## WHAT YOU NEED TO DO
What's needed: every entry, printed exactly, minus the images.
(Beginning of SUPPLIED RECORDS)
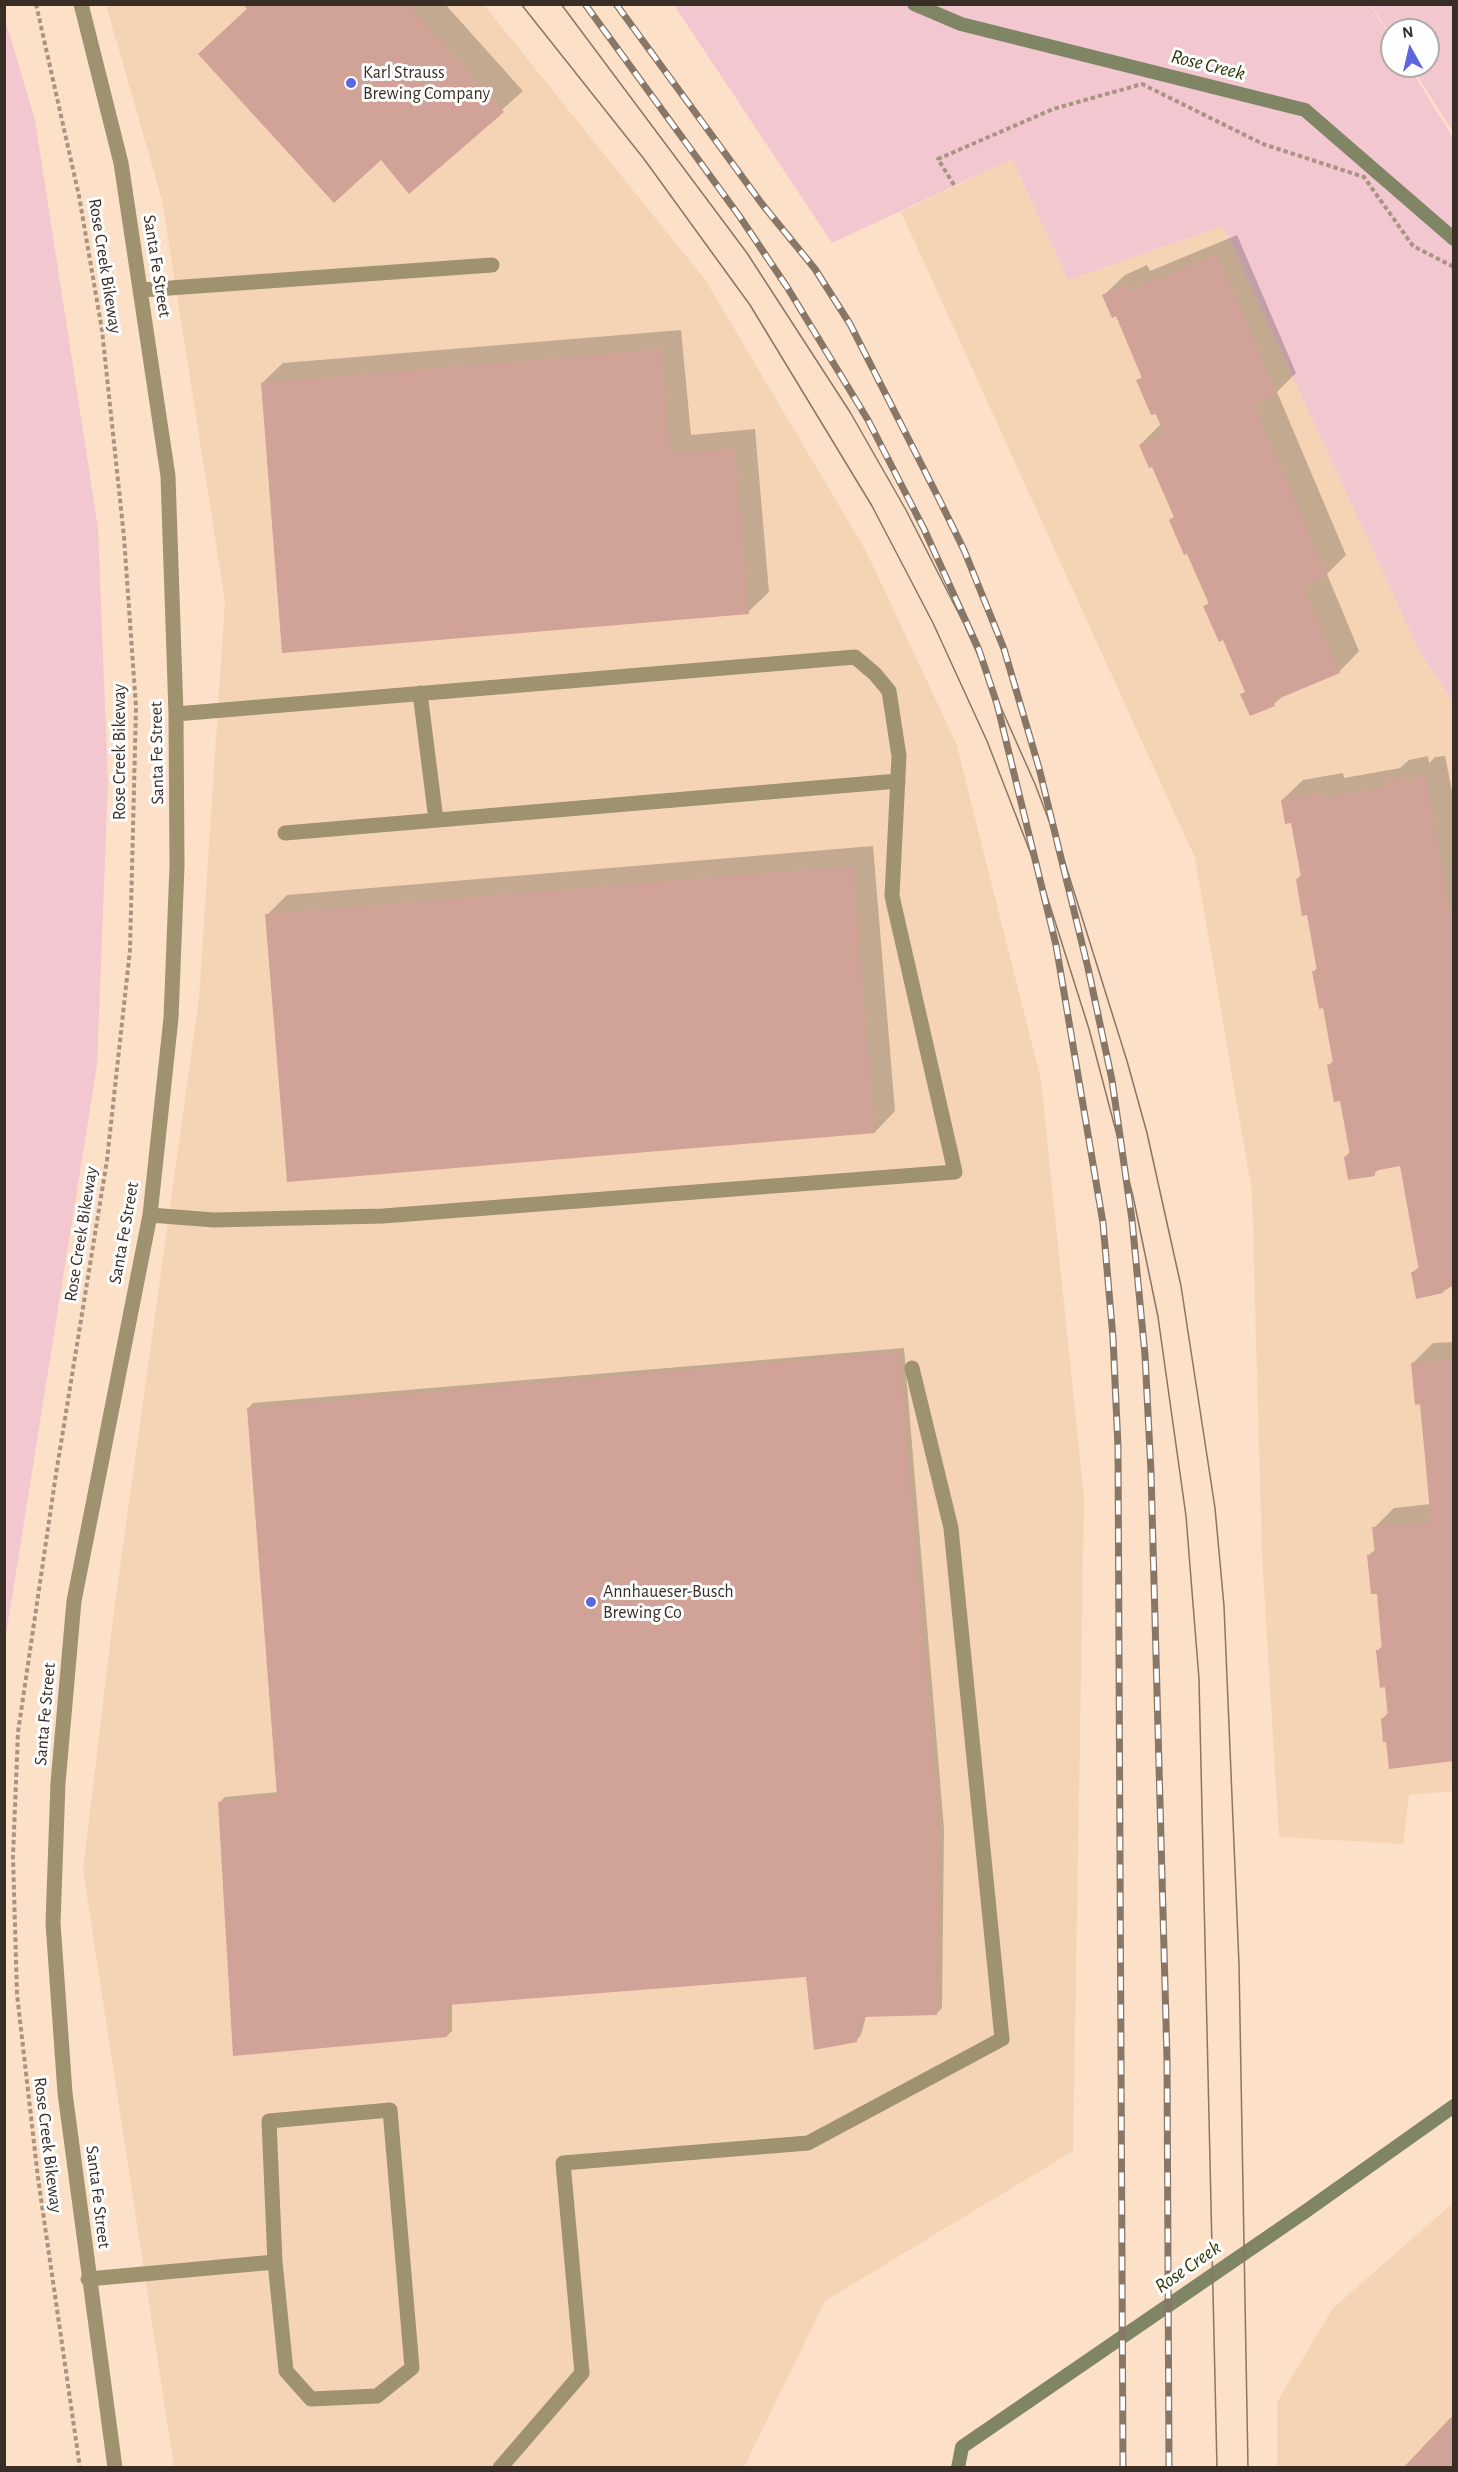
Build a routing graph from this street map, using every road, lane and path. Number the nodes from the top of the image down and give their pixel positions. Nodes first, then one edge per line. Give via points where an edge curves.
1 (36, 4) edge
2 (81, 4) edge
3 (954, 185) dead end
4 (492, 265) dead end
5 (1454, 267) edge
6 (142, 290) junction
7 (420, 693) junction
8 (176, 714) junction
9 (898, 781) junction
10 (436, 820) junction
11 (285, 833) dead end
12 (150, 1215) junction
13 (912, 1368) dead end
14 (275, 2262) junction
15 (88, 2279) junction
16 (80, 2468) edge
17 (115, 2468) edge
18 (500, 2468) edge

1 - 16 path, Rose Creek Bikeway via 79,196 102,330 124,537 136,707 130,950 107,1160 18,1732 13,1856 17,1994 38,2178
2 - 6 street, Santa Fe Street via 121,163
3 - 5 path via 938,159 1053,109 1142,84 1263,144 1364,177 1413,246
4 - 6 street
6 - 8 street, Santa Fe Street via 168,476
7 - 8 street
7 - 9 street via 855,657 889,691 899,756
7 - 10 street
8 - 12 street, Santa Fe Street via 177,866 171,1017
9 - 10 street
9 - 12 street via 892,896 955,1172 383,1216 214,1220
10 - 11 street
12 - 15 street, Santa Fe Street via 74,1601 58,1783 53,1923 65,2093
13 - 18 street via 951,1528 1002,2039 808,2143 563,2163 582,2373
14 - 14 street via 286,2371 311,2398 377,2396 412,2368 390,2110 269,2121
14 - 15 street
15 - 17 street, Santa Fe Street

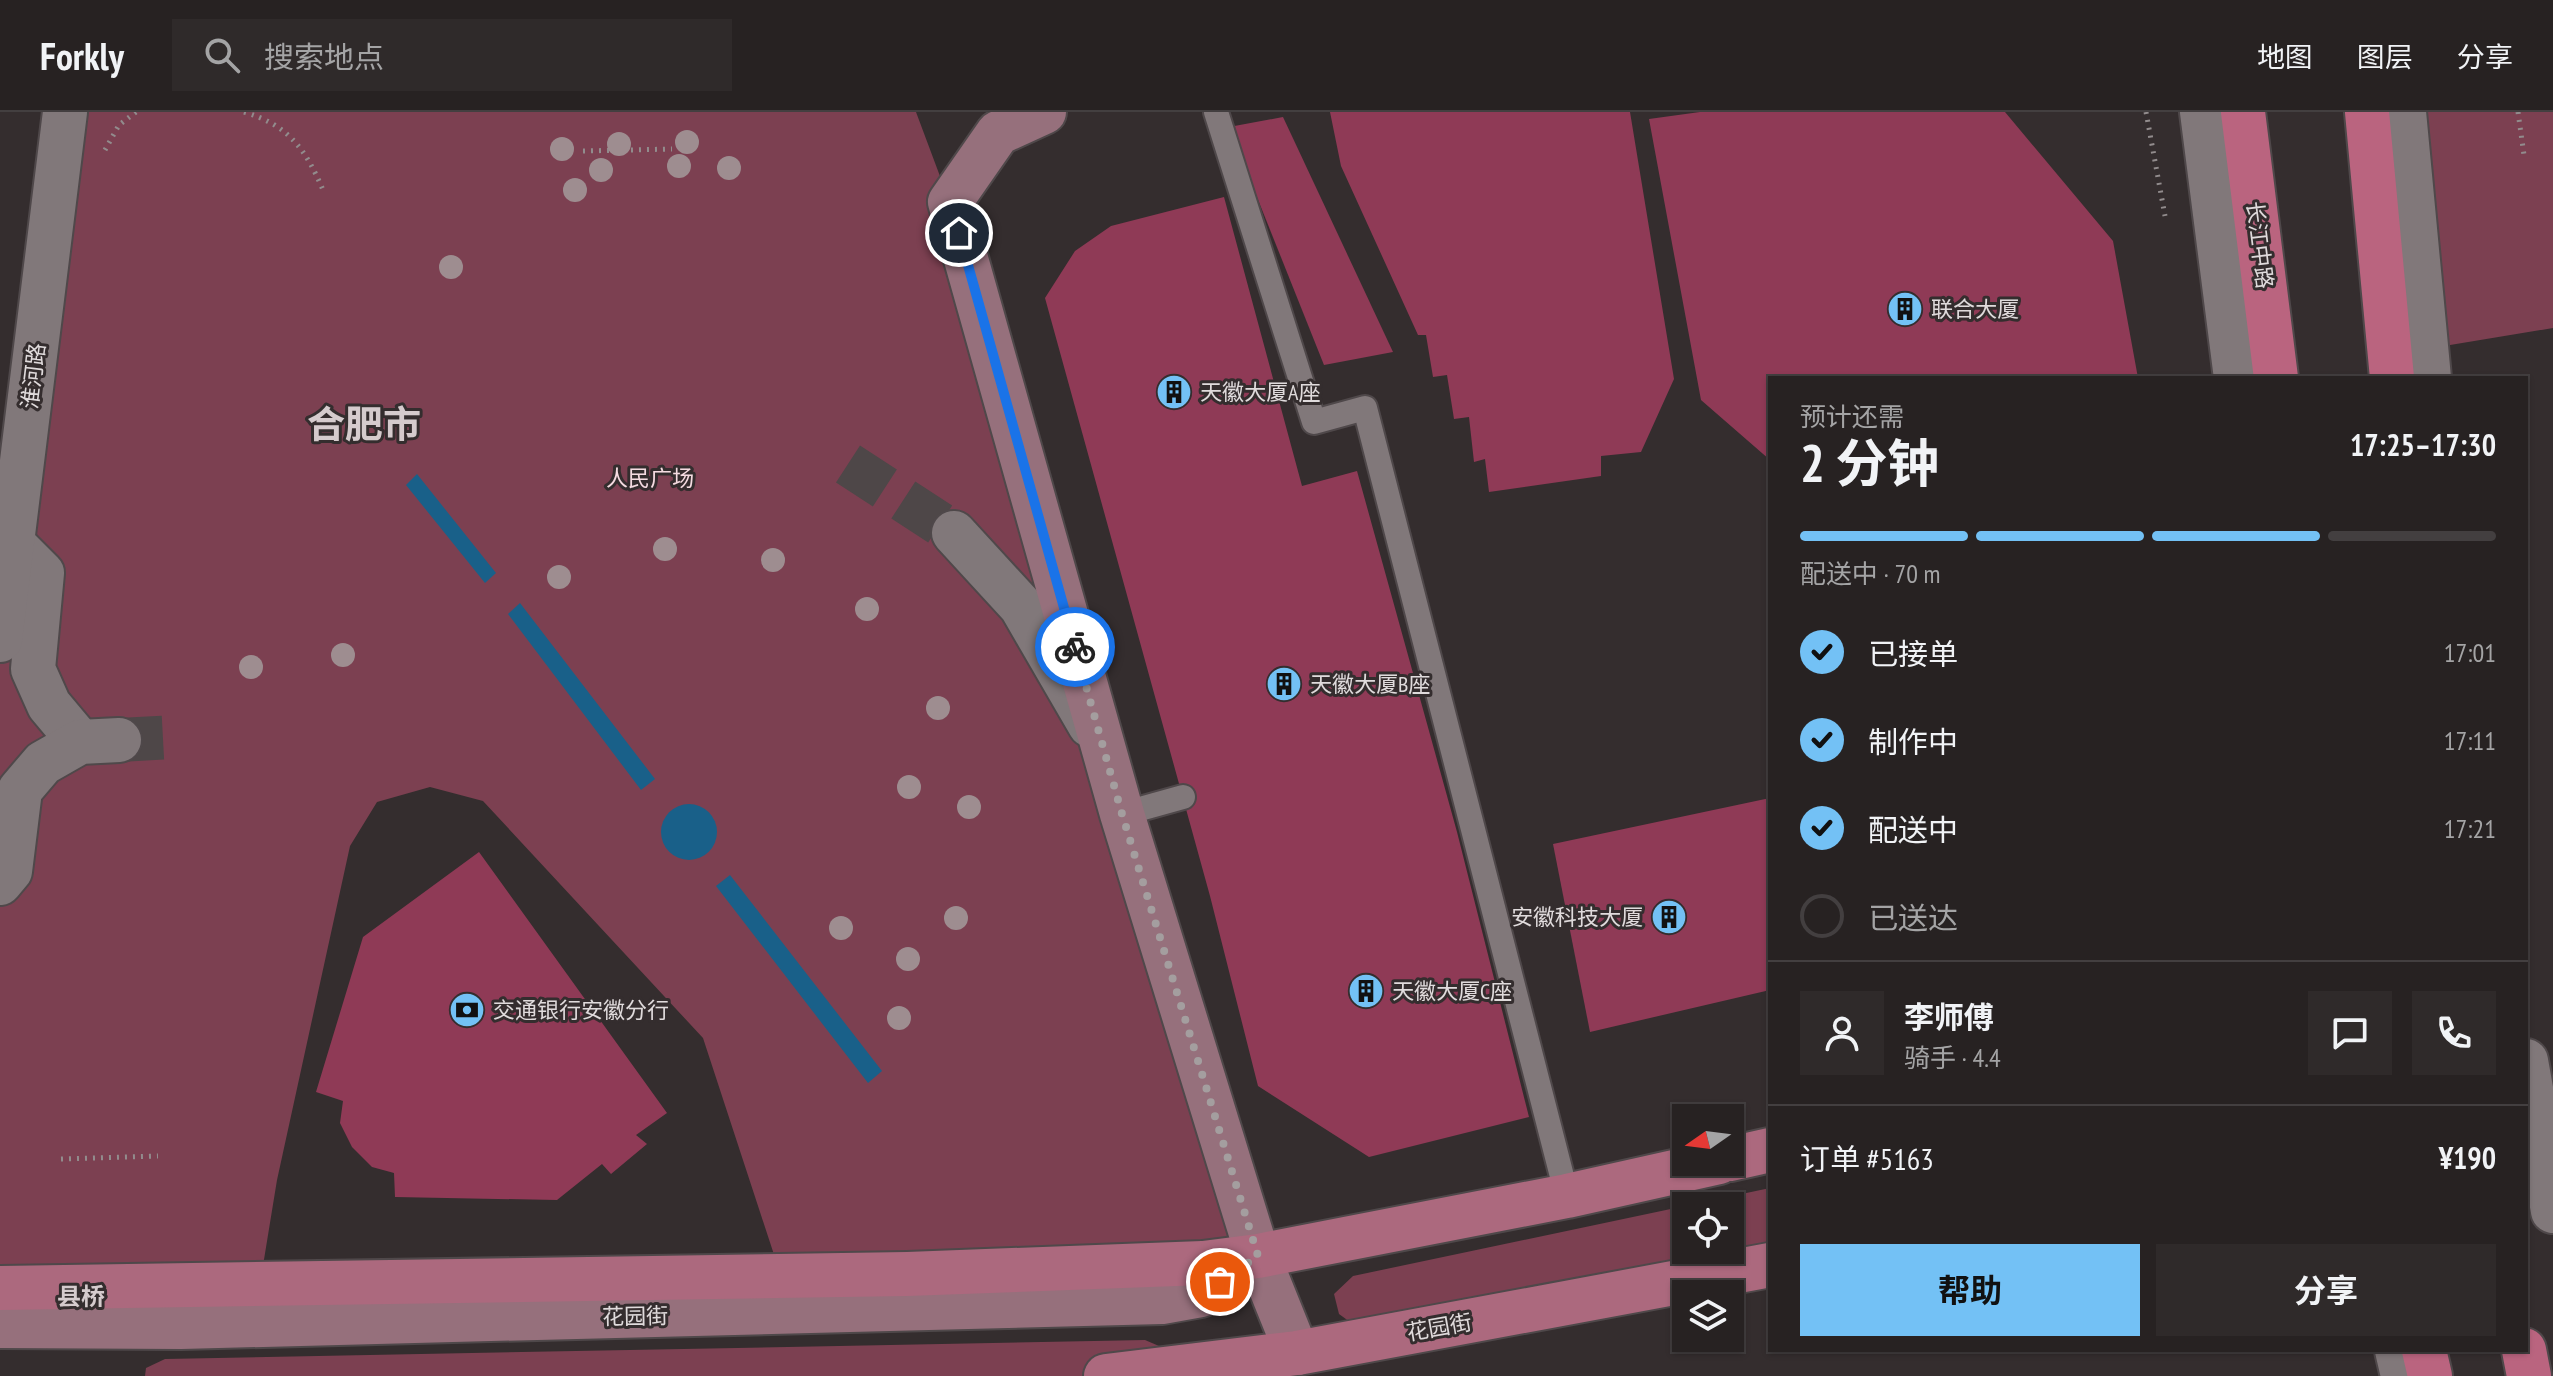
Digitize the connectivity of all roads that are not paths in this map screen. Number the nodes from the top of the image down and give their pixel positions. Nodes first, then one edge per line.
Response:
1 (65, 112) edge
2 (1044, 112) edge
3 (1216, 112) edge
4 (2202, 112) edge
5 (2243, 112) edge
6 (2367, 112) edge
7 (2404, 112) edge
8 (2236, 376) edge
9 (2276, 376) edge
10 (2392, 376) edge
11 (2429, 376) edge
12 (954, 533) tunnel mouth
13 (12, 543) junction
14 (0, 640) edge
15 (1105, 752) junction
16 (1183, 797) dead end
17 (1122, 814) junction
18 (0, 883) edge
19 (2528, 1072) edge
20 (1768, 1150) edge
21 (1744, 1156) edge
22 (1672, 1173) edge
23 (1567, 1196) junction
24 (2553, 1211) edge
25 (1258, 1256) junction
26 (1768, 1265) edge
27 (0, 1288) edge
28 (0, 1326) edge
29 (2397, 1352) edge
30 (2424, 1352) edge
31 (2524, 1352) edge
32 (1300, 1364) edge
33 (1106, 1376) edge
34 (2403, 1376) edge
35 (2430, 1376) edge
36 (2529, 1376) edge

1 - 13 street, 淮河路
2 - 15 main road
3 - 23 lane
4 - 8 street
5 - 9 highway, 长江中路
6 - 10 highway
7 - 11 street
12 - 15 street
13 - 14 street, 淮河路
13 - 18 street
15 - 17 main road
16 - 17 lane
17 - 25 main road
19 - 24 street
20 - 21 main road
22 - 23 main road, 花园街
23 - 25 main road, 花园街
25 - 27 main road, 花园街
25 - 28 main road, 花园街
25 - 32 main road
26 - 32 main road, 花园街
29 - 34 street
30 - 35 highway
31 - 36 highway
32 - 33 main road, 花园街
(End of SUPPLIED RECORDS)
## REPLY TO THE EXERCISE
Build a routing graph from this street map, using every road, lane and path. Number the nodes from the top of the image down and give their pixel positions. Nodes first, then one edge per line. Give via points where an edge curves.
1 (36, 4) edge
2 (81, 4) edge
3 (954, 185) dead end
4 (492, 265) dead end
5 (1454, 267) edge
6 (142, 290) junction
7 (420, 693) junction
8 (176, 714) junction
9 (898, 781) junction
10 (436, 820) junction
11 (285, 833) dead end
12 (150, 1215) junction
13 (912, 1368) dead end
14 (275, 2262) junction
15 (88, 2279) junction
16 (80, 2468) edge
17 (115, 2468) edge
18 (500, 2468) edge

1 - 16 path, Rose Creek Bikeway via 79,196 102,330 124,537 136,707 130,950 107,1160 18,1732 13,1856 17,1994 38,2178
2 - 6 street, Santa Fe Street via 121,163
3 - 5 path via 938,159 1053,109 1142,84 1263,144 1364,177 1413,246
4 - 6 street
6 - 8 street, Santa Fe Street via 168,476
7 - 8 street
7 - 9 street via 855,657 889,691 899,756
7 - 10 street
8 - 12 street, Santa Fe Street via 177,866 171,1017
9 - 10 street
9 - 12 street via 892,896 955,1172 383,1216 214,1220
10 - 11 street
12 - 15 street, Santa Fe Street via 74,1601 58,1783 53,1923 65,2093
13 - 18 street via 951,1528 1002,2039 808,2143 563,2163 582,2373
14 - 14 street via 286,2371 311,2398 377,2396 412,2368 390,2110 269,2121
14 - 15 street
15 - 17 street, Santa Fe Street

Digitize the connectivity of all roads that are not paths in this map screen. Number the nodes from the top of the image down and give their pixel positions. Nodes first, then one edge per line.
Response:
1 (65, 112) edge
2 (1044, 112) edge
3 (1216, 112) edge
4 (2202, 112) edge
5 (2243, 112) edge
6 (2367, 112) edge
7 (2404, 112) edge
8 (2236, 376) edge
9 (2276, 376) edge
10 (2392, 376) edge
11 (2429, 376) edge
12 (954, 533) tunnel mouth
13 (12, 543) junction
14 (0, 640) edge
15 (1105, 752) junction
16 (1183, 797) dead end
17 (1122, 814) junction
18 (0, 883) edge
19 (2528, 1072) edge
20 (1768, 1150) edge
21 (1744, 1156) edge
22 (1672, 1173) edge
23 (1567, 1196) junction
24 (2553, 1211) edge
25 (1258, 1256) junction
26 (1768, 1265) edge
27 (0, 1288) edge
28 (0, 1326) edge
29 (2397, 1352) edge
30 (2424, 1352) edge
31 (2524, 1352) edge
32 (1300, 1364) edge
33 (1106, 1376) edge
34 (2403, 1376) edge
35 (2430, 1376) edge
36 (2529, 1376) edge

1 - 13 street, 淮河路
2 - 15 main road
3 - 23 lane
4 - 8 street
5 - 9 highway, 长江中路
6 - 10 highway
7 - 11 street
12 - 15 street
13 - 14 street, 淮河路
13 - 18 street
15 - 17 main road
16 - 17 lane
17 - 25 main road
19 - 24 street
20 - 21 main road
22 - 23 main road, 花园街
23 - 25 main road, 花园街
25 - 27 main road, 花园街
25 - 28 main road, 花园街
25 - 32 main road
26 - 32 main road, 花园街
29 - 34 street
30 - 35 highway
31 - 36 highway
32 - 33 main road, 花园街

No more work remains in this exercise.